Using "Dola" as the search string, find the matching lines below and copy them.

[Stored items]
"""

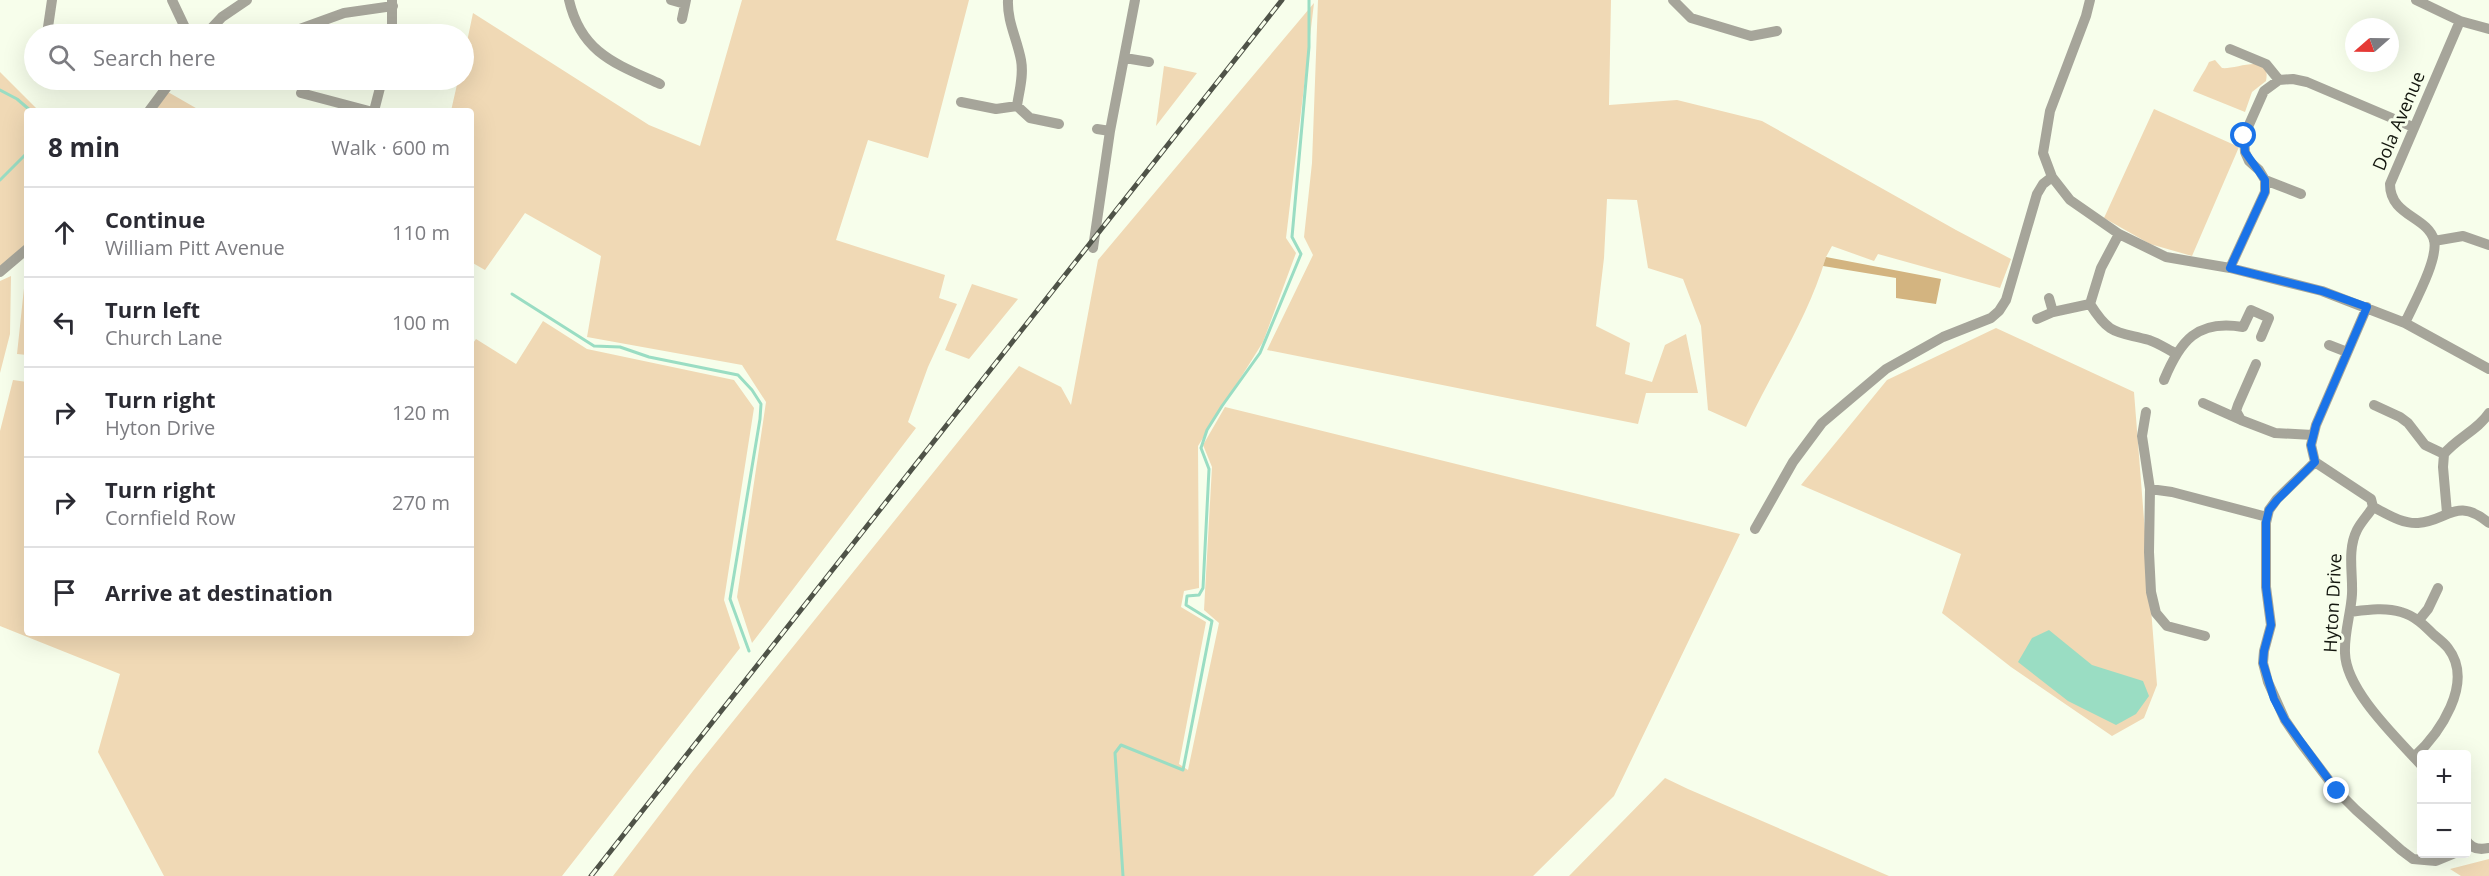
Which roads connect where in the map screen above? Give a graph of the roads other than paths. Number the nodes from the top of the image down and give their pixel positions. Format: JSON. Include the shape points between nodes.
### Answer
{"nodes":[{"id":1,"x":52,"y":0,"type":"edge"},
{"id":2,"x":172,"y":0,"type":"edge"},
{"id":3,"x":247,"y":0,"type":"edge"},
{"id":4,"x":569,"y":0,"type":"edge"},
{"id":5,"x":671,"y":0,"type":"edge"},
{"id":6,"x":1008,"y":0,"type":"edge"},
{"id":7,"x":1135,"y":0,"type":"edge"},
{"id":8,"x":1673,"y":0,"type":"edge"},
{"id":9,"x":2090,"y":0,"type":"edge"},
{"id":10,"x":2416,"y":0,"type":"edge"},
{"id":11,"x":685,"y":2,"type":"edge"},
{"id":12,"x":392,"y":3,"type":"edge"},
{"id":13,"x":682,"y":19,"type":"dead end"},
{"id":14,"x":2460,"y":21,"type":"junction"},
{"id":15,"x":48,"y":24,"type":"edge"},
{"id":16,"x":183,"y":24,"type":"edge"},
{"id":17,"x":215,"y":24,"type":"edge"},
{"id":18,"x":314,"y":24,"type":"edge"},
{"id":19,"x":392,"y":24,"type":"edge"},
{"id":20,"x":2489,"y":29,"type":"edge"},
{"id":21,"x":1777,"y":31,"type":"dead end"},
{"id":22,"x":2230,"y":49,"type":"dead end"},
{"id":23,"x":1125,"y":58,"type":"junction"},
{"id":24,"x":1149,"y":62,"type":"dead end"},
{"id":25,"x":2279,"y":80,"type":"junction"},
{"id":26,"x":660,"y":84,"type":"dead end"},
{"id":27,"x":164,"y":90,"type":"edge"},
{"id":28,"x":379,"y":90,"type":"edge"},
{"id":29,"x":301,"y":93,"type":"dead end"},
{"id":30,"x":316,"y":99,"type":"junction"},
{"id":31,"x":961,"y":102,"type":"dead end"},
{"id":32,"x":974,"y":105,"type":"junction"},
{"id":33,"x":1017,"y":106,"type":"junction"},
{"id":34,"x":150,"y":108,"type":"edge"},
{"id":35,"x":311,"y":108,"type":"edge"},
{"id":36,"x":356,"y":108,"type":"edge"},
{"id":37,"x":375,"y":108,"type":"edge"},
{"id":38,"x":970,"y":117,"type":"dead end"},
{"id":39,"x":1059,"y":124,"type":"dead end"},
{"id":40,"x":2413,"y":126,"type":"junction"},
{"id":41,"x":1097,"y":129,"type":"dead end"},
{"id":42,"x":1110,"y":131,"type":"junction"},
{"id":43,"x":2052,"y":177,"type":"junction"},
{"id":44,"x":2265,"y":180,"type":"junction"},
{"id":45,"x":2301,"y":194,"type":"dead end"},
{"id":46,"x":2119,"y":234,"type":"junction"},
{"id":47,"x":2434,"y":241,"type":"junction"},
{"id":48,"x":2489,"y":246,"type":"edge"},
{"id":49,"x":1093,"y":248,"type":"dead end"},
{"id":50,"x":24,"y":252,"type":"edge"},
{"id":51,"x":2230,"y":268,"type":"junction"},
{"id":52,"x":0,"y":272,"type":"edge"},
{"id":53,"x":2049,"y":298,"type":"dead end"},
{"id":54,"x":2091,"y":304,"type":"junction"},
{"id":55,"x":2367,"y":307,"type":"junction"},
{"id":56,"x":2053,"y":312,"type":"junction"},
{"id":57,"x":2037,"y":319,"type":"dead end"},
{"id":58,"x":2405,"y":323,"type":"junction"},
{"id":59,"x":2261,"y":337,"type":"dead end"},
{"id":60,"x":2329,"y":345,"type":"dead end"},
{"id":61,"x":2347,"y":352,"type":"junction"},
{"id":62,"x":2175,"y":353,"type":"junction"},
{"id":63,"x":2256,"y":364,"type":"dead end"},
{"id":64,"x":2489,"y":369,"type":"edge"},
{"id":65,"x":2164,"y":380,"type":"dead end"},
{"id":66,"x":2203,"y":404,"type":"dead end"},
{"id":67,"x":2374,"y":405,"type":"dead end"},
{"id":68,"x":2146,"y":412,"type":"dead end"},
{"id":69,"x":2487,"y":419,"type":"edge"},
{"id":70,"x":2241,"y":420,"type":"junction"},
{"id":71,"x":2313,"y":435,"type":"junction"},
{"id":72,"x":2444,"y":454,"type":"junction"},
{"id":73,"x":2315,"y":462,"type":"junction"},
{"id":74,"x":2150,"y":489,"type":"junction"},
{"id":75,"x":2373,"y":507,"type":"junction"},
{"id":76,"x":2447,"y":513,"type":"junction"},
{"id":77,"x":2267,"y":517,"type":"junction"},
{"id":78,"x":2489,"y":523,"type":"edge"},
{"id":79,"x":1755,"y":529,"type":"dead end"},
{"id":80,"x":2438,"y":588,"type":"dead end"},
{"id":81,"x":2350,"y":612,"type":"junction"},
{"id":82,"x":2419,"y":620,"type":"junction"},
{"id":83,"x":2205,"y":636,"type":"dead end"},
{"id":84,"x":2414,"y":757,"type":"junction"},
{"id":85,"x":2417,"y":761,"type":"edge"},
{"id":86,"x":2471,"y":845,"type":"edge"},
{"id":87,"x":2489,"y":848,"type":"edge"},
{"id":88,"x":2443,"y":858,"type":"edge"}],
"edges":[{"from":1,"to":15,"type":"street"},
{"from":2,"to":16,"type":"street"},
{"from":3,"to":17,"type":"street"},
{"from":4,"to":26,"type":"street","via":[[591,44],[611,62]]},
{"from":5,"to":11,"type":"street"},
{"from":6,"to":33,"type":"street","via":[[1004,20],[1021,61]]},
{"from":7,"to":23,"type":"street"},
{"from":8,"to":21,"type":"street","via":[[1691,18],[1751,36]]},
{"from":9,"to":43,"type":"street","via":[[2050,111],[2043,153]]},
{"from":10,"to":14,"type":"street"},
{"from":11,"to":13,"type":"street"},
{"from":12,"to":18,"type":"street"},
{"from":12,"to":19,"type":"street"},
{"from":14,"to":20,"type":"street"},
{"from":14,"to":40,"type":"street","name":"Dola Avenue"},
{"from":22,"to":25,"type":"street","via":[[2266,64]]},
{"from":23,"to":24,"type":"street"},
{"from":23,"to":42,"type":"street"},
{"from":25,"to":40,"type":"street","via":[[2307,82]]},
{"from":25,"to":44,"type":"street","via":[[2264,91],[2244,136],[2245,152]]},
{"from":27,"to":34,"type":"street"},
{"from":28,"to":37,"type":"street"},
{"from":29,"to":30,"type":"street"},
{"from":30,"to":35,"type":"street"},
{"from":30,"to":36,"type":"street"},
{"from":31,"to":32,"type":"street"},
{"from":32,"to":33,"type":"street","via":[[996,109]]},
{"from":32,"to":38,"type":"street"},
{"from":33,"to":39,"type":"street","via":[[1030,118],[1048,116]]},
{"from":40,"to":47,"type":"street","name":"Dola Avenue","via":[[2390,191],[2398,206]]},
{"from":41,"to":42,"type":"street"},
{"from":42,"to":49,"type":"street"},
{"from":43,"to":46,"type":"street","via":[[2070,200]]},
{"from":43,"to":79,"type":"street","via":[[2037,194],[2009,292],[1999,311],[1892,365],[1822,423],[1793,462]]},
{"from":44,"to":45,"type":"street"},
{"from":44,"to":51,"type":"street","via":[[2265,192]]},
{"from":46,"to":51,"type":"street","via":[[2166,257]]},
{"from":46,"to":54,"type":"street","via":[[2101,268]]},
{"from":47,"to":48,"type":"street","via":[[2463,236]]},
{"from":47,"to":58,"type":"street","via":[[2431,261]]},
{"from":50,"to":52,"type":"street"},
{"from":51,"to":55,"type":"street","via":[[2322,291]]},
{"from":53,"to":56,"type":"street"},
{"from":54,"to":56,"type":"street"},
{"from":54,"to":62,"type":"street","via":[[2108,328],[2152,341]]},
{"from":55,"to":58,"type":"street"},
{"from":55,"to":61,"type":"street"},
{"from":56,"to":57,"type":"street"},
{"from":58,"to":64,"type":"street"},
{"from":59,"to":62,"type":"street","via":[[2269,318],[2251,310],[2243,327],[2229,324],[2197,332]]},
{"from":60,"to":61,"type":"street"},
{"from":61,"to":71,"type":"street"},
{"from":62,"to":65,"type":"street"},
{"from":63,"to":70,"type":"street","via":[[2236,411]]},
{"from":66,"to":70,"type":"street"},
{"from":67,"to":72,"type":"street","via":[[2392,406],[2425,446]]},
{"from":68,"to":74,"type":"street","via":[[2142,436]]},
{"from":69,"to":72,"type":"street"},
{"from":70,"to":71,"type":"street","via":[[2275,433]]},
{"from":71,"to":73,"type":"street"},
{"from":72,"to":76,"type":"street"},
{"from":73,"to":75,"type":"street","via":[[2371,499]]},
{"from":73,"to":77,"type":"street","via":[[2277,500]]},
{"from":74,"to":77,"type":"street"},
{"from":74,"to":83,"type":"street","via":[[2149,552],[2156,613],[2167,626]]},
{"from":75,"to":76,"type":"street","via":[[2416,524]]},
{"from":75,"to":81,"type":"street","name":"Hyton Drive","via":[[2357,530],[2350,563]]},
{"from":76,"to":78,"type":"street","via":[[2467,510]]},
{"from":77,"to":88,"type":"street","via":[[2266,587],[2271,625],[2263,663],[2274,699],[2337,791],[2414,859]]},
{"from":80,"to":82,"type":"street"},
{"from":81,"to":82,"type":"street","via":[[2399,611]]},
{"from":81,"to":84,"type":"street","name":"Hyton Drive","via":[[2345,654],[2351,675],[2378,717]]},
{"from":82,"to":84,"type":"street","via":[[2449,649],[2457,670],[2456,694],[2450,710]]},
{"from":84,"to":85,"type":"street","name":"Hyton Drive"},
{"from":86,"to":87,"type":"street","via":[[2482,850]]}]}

"""

→ Answer space
{"from":14,"to":40,"type":"street","name":"Dola Avenue"},
{"from":40,"to":47,"type":"street","name":"Dola Avenue","via":[[2390,191],[2398,206]]},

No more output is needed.